Telecom Channel Chiefs On Why Customer Experience Hinges On Putting Partners First

Leaders from AT&T, CenturyLink, Comcast, Masergy, Spectrotel, and Spectrum talk about what separates their companies from the competition and why partners are critical to their growth strategies.

The Gang's All Here

Customer -- and partner -- experience is the name of the game and the key to success, according to six of the most influential communications and telecom channel chiefs and CEOs.

Leaders from AT&T, CenturyLink, Comcast, Masergy, Spectrotel, and Spectrum took to the stage during 2019 Channel Connect, orchestrated by ScanSource-owned Intelisys, to tell an audience of solution providers about what is making their companies stand out from the pack today. The leaders also shared their channel strategies and the importance they are placing on partners moving forward.

Here's what each executive had to say.

AT&T

Stacey Marx, Senior Vice President and Channel Chief

“By 2020, 75 percent of AT&T's network will be virtualized and that will let us be very agile in the market and flexible with different solutions. Riding that network is fiber, IoT, and 5G. From a customer experience perspective, we are constantly trying to find ways to improve not only the consumer’s experience, but the [partner's] experiences with us.

“The channel gives us reach, as well as intimate relationships with clients. With technology exploding the way it is, everyone coming to the table to work together is a winning combination not only at [the channel chief] level, but we also have supTport at the C-Level for the channel.”

CenturyLink

Garrett Gee, Senior Vice President, Indirect

“Customer experience and partner experience is really interchangeable for us at CenturyLink. We are two years into an integration with Level 3, and we are really focusing on ease of doing business. When we talk to partners, it's not about compensation and other levers, it's all about delivering services and making it easy. We have set up employee councils because of partner suggestions and expanded our partner advisory council so we can course-correct faster.

Our network starts at the fiber layer and we are going to continue to invest there. We are adding over 1,000 buildings a month on-net and in some cases, we are doing 4,000-5,000 a quarter, and that's all based on deals that [partners] are bringing us. We're also trying to do things at the edge and bring compute closer to enterprises.”

Comcast

Craig Schlagbaum, Vice President, Indirect Channels, Comcast Business

“Our focus remains on customer experience. We do an evaluation of [Net Promoter Scores] every single month -- my team looks at it from the channel side as well as the end user side -- that's going to remain a top area for us.

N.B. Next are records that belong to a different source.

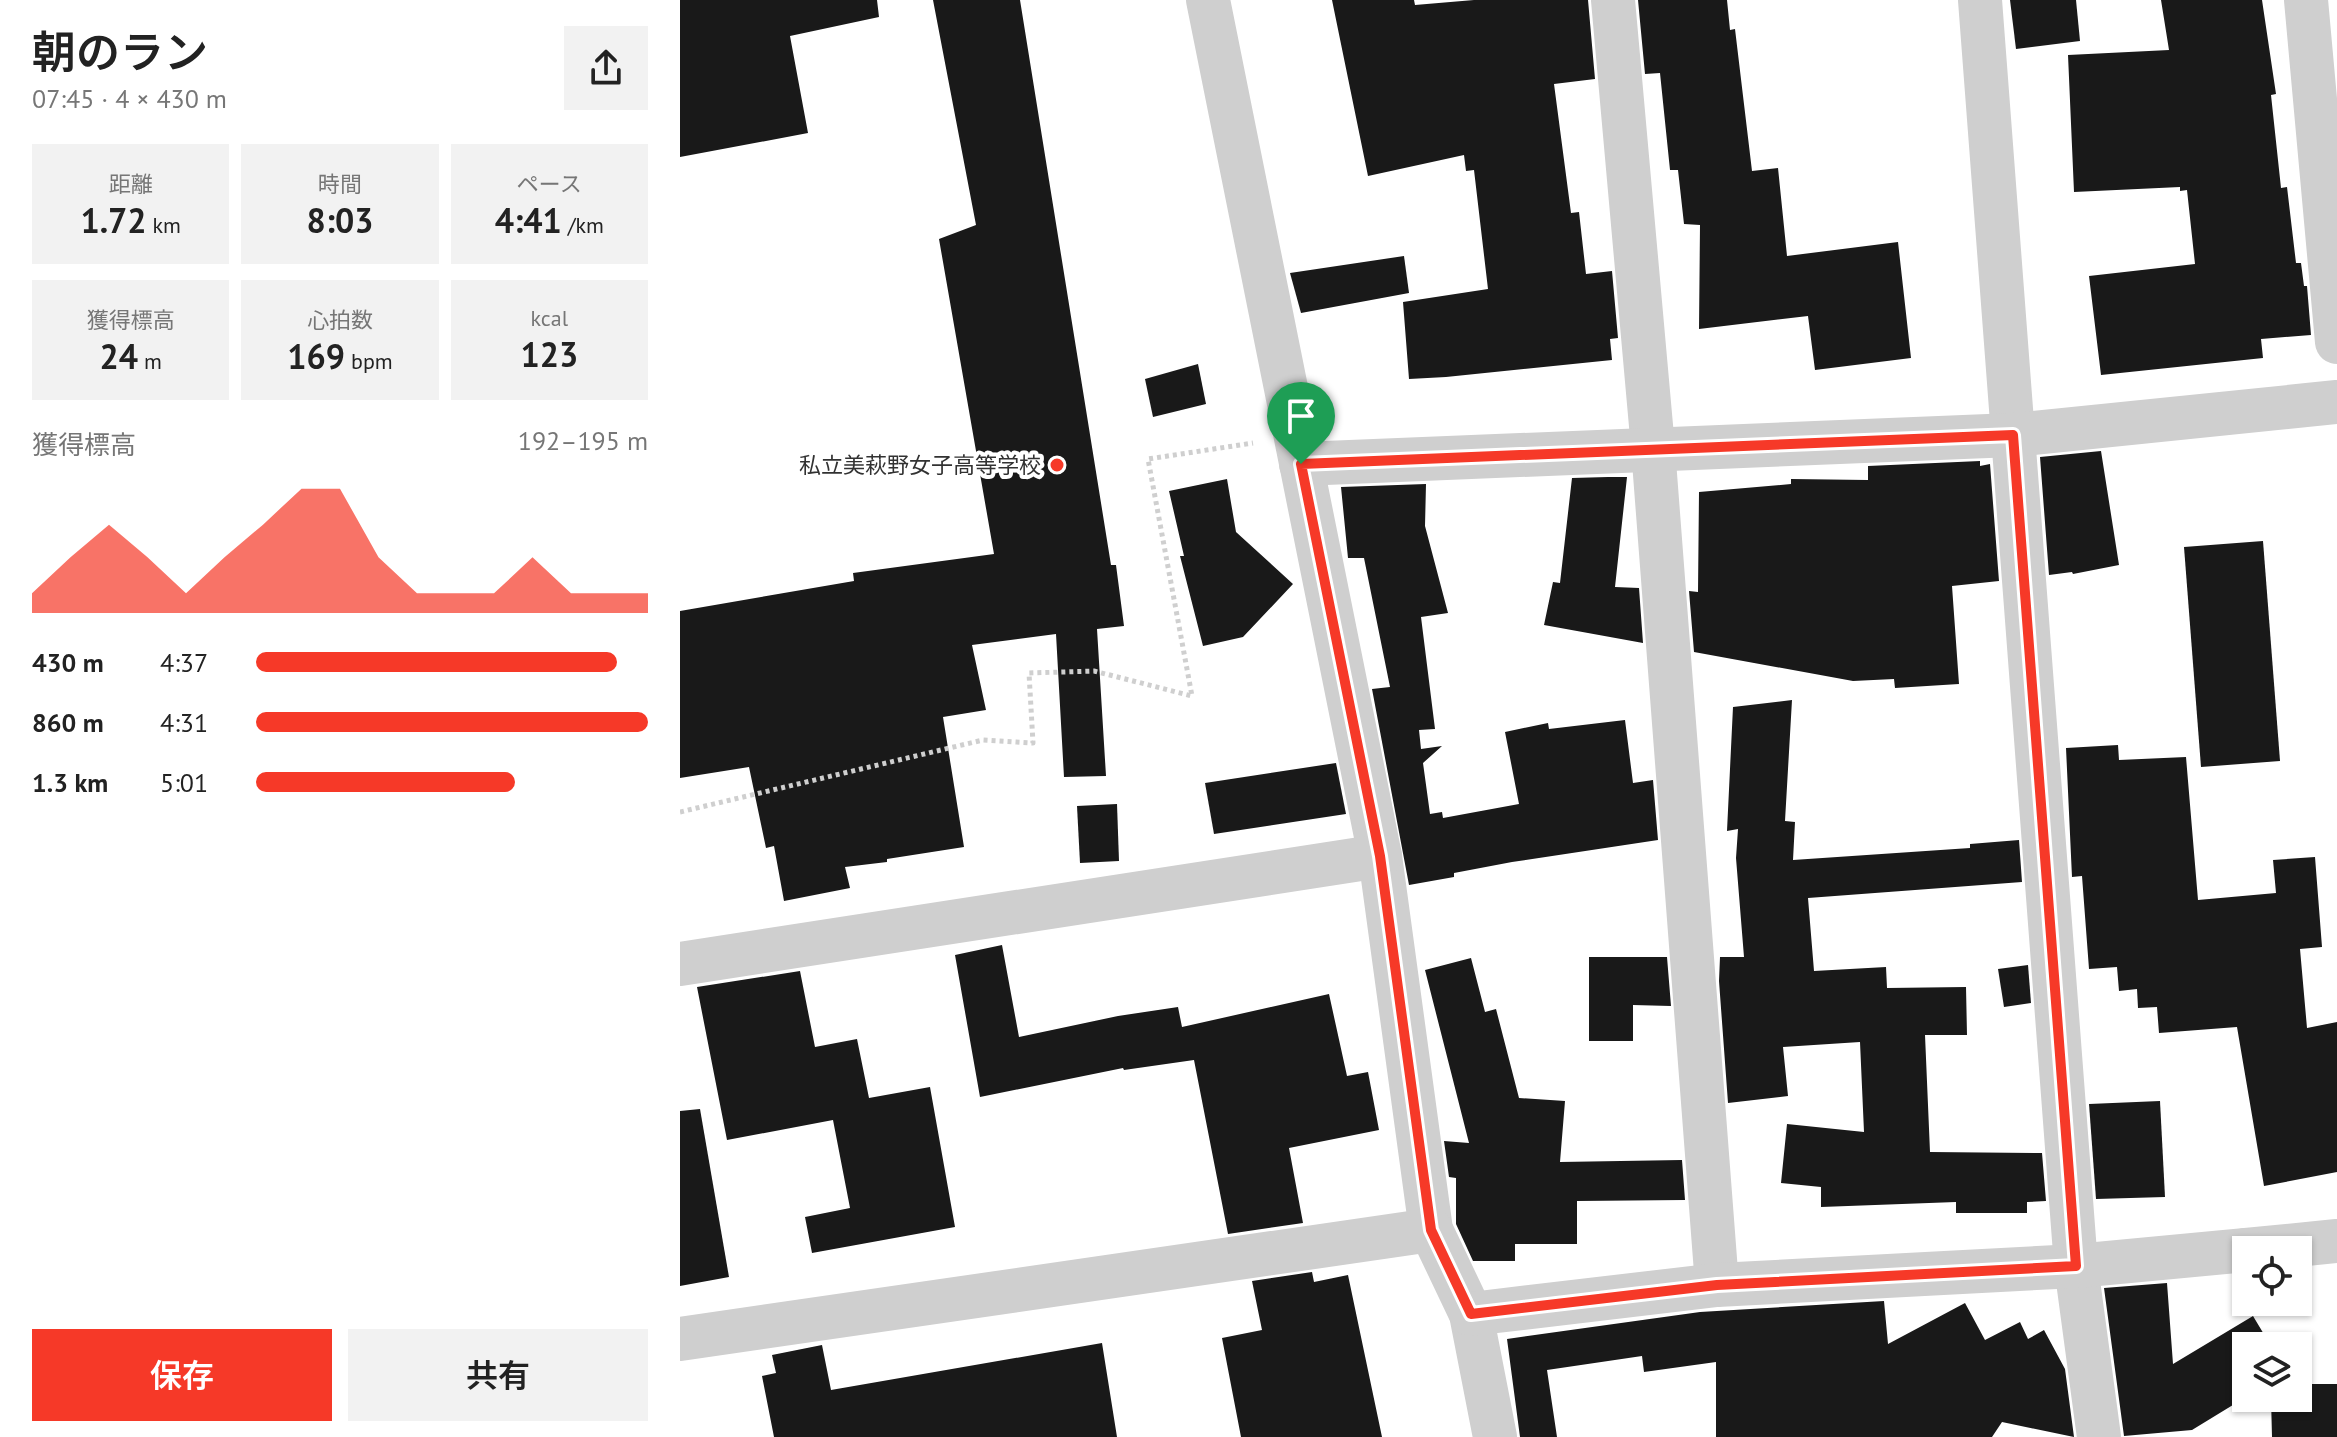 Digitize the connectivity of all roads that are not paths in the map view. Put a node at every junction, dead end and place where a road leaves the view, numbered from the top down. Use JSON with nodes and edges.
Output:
{"nodes":[{"id":1,"x":1208,"y":0,"type":"edge"},
{"id":2,"x":1613,"y":0,"type":"edge"},
{"id":3,"x":1980,"y":0,"type":"edge"},
{"id":4,"x":2306,"y":0,"type":"edge"},
{"id":5,"x":2337,"y":342,"type":"edge"},
{"id":6,"x":2337,"y":402,"type":"edge"},
{"id":7,"x":2013,"y":435,"type":"junction"},
{"id":8,"x":1653,"y":448,"type":"junction"},
{"id":9,"x":1299,"y":450,"type":"junction"},
{"id":10,"x":1380,"y":856,"type":"junction"},
{"id":11,"x":680,"y":964,"type":"edge"},
{"id":12,"x":1431,"y":1230,"type":"junction"},
{"id":13,"x":2337,"y":1241,"type":"edge"},
{"id":14,"x":2312,"y":1243,"type":"edge"},
{"id":15,"x":2232,"y":1251,"type":"edge"},
{"id":16,"x":2076,"y":1266,"type":"junction"},
{"id":17,"x":1717,"y":1285,"type":"junction"},
{"id":18,"x":1471,"y":1314,"type":"junction"},
{"id":19,"x":680,"y":1339,"type":"edge"},
{"id":20,"x":1495,"y":1437,"type":"edge"},
{"id":21,"x":2099,"y":1437,"type":"edge"}],
"edges":[{"from":1,"to":9,"type":"street"},
{"from":2,"to":8,"type":"street"},
{"from":3,"to":7,"type":"street"},
{"from":4,"to":5,"type":"street"},
{"from":6,"to":7,"type":"street"},
{"from":7,"to":8,"type":"street"},
{"from":7,"to":16,"type":"street"},
{"from":8,"to":9,"type":"street"},
{"from":8,"to":17,"type":"street"},
{"from":9,"to":10,"type":"street"},
{"from":10,"to":11,"type":"street"},
{"from":10,"to":12,"type":"street"},
{"from":12,"to":18,"type":"street"},
{"from":12,"to":19,"type":"street"},
{"from":13,"to":14,"type":"street"},
{"from":15,"to":16,"type":"street"},
{"from":16,"to":17,"type":"street"},
{"from":16,"to":21,"type":"street"},
{"from":17,"to":18,"type":"street"},
{"from":18,"to":20,"type":"street"}]}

But ultimately, it's really about being the world's best last mile provider coupled with the ability to manage the networks. We put enormous amount of resources both in our field channel team as well as dedicated resources to sell SDN. You can sell comcast over the top completely -- not even selling it with our network, or you can sell it married with our network -- that’s a mammoth change for us, and it's something we are pushing hard-core with our partners. We are winning very large opportunities in that space now.

Since 2011, we've scaled the business to manage the volume that partners have brought us and to be able to give partners the best possible experience with the environment that they have.”

Masergy

James Parker, CEO

“Our business model is driven by partners. Eighty percent of our bookings and revenue comes from channel. Our focus is on how we [add] simplification into the channel for better execution and then how we create offers that will extend and grow the business with our partners. On the go-to-market side, we had a bit of a re-tooling this year. At one point, we had a direct and indirect channel and we don't have that anymore. Every seller within our organization can work with a partner on any deal across any product we have.

We are also continuing to drive innovation within the portfolio across cloud communications and security and bringing these bundles together to maximize that potential for the partner or seller and increasing that value for our customers. We can have every deal teamed -- there are no restrictions within our business. The journey with our partners and customers through digital transformation -- the sea of opportunity is there and widening and if we can help channel partners be more relevant, and that relevancy comes from training which is a focus of our program, we can really help partners expand their business.”

Spectrotel

Ross Artale, President and COO

“We are all about the customer experience. We buy from many of the largest suppliers around the globe and we believe we are the very best in world at providing services and support to enterprise customers. We are 100 percent channel-focused, so all of our sales are coming from agent community. And if we aren't nimble, faster, better than our larger competitors, there're really no value. Five years ago, our business went from 50 to 100 million over that timeframe.”

Charter/Spectrum

Michelle Kadlacek, Vice President, Channel Partner Program for Spectrum Enterprise

“We deemed this year as the year of the partner. We've gone through a lot of our acquisitions and systems integrations and really took a step back to ask; “How do we support our partners better than we ever done in the past?” We had our first operational advisory board meeting since the [Charter-Spectrum] acquisition a couple of months ago and we've interviewed with our partners really to identify gaps and areas that we can improve. From a digital transformation standpoint -- not just with our partners but with our customers as well -- How do we take that to the next level? We've got dedicated people in our back office and in the field supporting [partners]. At the end of the day, we are trying to figure out how do we digital transform how we do business with partners to make doing business easier.”